▶ _WHAT IS REQUIRED_: Each entry should be written out again exactly, so that nothing is lost.
*** AVAILABLE DATA ***
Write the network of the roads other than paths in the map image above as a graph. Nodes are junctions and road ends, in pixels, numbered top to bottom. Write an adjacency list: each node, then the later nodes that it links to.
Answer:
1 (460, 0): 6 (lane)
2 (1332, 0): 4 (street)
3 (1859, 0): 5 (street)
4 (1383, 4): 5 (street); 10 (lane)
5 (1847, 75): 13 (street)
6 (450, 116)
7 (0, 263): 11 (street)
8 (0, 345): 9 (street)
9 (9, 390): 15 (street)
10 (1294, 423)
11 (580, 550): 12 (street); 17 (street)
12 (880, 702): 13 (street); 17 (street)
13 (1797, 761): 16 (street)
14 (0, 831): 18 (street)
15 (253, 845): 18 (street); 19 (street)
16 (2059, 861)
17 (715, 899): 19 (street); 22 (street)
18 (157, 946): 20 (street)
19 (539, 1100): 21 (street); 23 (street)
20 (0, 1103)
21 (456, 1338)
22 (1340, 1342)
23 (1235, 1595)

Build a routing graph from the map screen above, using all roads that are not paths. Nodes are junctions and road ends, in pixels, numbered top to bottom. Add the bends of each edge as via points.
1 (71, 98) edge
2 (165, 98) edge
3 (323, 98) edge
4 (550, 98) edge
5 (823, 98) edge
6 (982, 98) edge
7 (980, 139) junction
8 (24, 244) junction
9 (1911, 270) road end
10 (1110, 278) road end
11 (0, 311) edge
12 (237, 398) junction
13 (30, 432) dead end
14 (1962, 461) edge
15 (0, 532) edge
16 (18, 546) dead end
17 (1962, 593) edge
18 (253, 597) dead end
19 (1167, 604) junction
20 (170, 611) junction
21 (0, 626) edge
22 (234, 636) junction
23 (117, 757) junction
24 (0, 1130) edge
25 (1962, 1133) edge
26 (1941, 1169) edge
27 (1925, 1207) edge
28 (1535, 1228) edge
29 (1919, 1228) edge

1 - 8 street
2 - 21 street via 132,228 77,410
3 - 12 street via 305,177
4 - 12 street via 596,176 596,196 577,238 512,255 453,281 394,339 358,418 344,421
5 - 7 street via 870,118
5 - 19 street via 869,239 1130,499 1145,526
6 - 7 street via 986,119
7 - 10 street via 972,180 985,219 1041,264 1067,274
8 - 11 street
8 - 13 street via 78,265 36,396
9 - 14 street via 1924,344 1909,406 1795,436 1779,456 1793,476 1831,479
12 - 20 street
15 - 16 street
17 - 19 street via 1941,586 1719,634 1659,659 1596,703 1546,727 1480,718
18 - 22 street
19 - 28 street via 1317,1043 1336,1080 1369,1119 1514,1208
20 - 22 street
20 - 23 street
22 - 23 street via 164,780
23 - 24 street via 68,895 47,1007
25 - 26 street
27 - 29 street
***
▶ _PROBLEM SOLUTION_:
Write the network of the roads other than paths in the map image above as a graph. Nodes are junctions and road ends, in pixels, numbered top to bottom. Write an adjacency list: each node, then the later nodes that it links to.
Answer:
1 (460, 0): 6 (lane)
2 (1332, 0): 4 (street)
3 (1859, 0): 5 (street)
4 (1383, 4): 5 (street); 10 (lane)
5 (1847, 75): 13 (street)
6 (450, 116)
7 (0, 263): 11 (street)
8 (0, 345): 9 (street)
9 (9, 390): 15 (street)
10 (1294, 423)
11 (580, 550): 12 (street); 17 (street)
12 (880, 702): 13 (street); 17 (street)
13 (1797, 761): 16 (street)
14 (0, 831): 18 (street)
15 (253, 845): 18 (street); 19 (street)
16 (2059, 861)
17 (715, 899): 19 (street); 22 (street)
18 (157, 946): 20 (street)
19 (539, 1100): 21 (street); 23 (street)
20 (0, 1103)
21 (456, 1338)
22 (1340, 1342)
23 (1235, 1595)

Build a routing graph from the map screen above, using all roads that are not paths. Nodes are junctions and road ends, in pixels, numbered top to bottom. Add the bends of each edge as via points.
1 (71, 98) edge
2 (165, 98) edge
3 (323, 98) edge
4 (550, 98) edge
5 (823, 98) edge
6 (982, 98) edge
7 (980, 139) junction
8 (24, 244) junction
9 (1911, 270) road end
10 (1110, 278) road end
11 (0, 311) edge
12 (237, 398) junction
13 (30, 432) dead end
14 (1962, 461) edge
15 (0, 532) edge
16 (18, 546) dead end
17 (1962, 593) edge
18 (253, 597) dead end
19 (1167, 604) junction
20 (170, 611) junction
21 (0, 626) edge
22 (234, 636) junction
23 (117, 757) junction
24 (0, 1130) edge
25 (1962, 1133) edge
26 (1941, 1169) edge
27 (1925, 1207) edge
28 (1535, 1228) edge
29 (1919, 1228) edge

1 - 8 street
2 - 21 street via 132,228 77,410
3 - 12 street via 305,177
4 - 12 street via 596,176 596,196 577,238 512,255 453,281 394,339 358,418 344,421
5 - 7 street via 870,118
5 - 19 street via 869,239 1130,499 1145,526
6 - 7 street via 986,119
7 - 10 street via 972,180 985,219 1041,264 1067,274
8 - 11 street
8 - 13 street via 78,265 36,396
9 - 14 street via 1924,344 1909,406 1795,436 1779,456 1793,476 1831,479
12 - 20 street
15 - 16 street
17 - 19 street via 1941,586 1719,634 1659,659 1596,703 1546,727 1480,718
18 - 22 street
19 - 28 street via 1317,1043 1336,1080 1369,1119 1514,1208
20 - 22 street
20 - 23 street
22 - 23 street via 164,780
23 - 24 street via 68,895 47,1007
25 - 26 street
27 - 29 street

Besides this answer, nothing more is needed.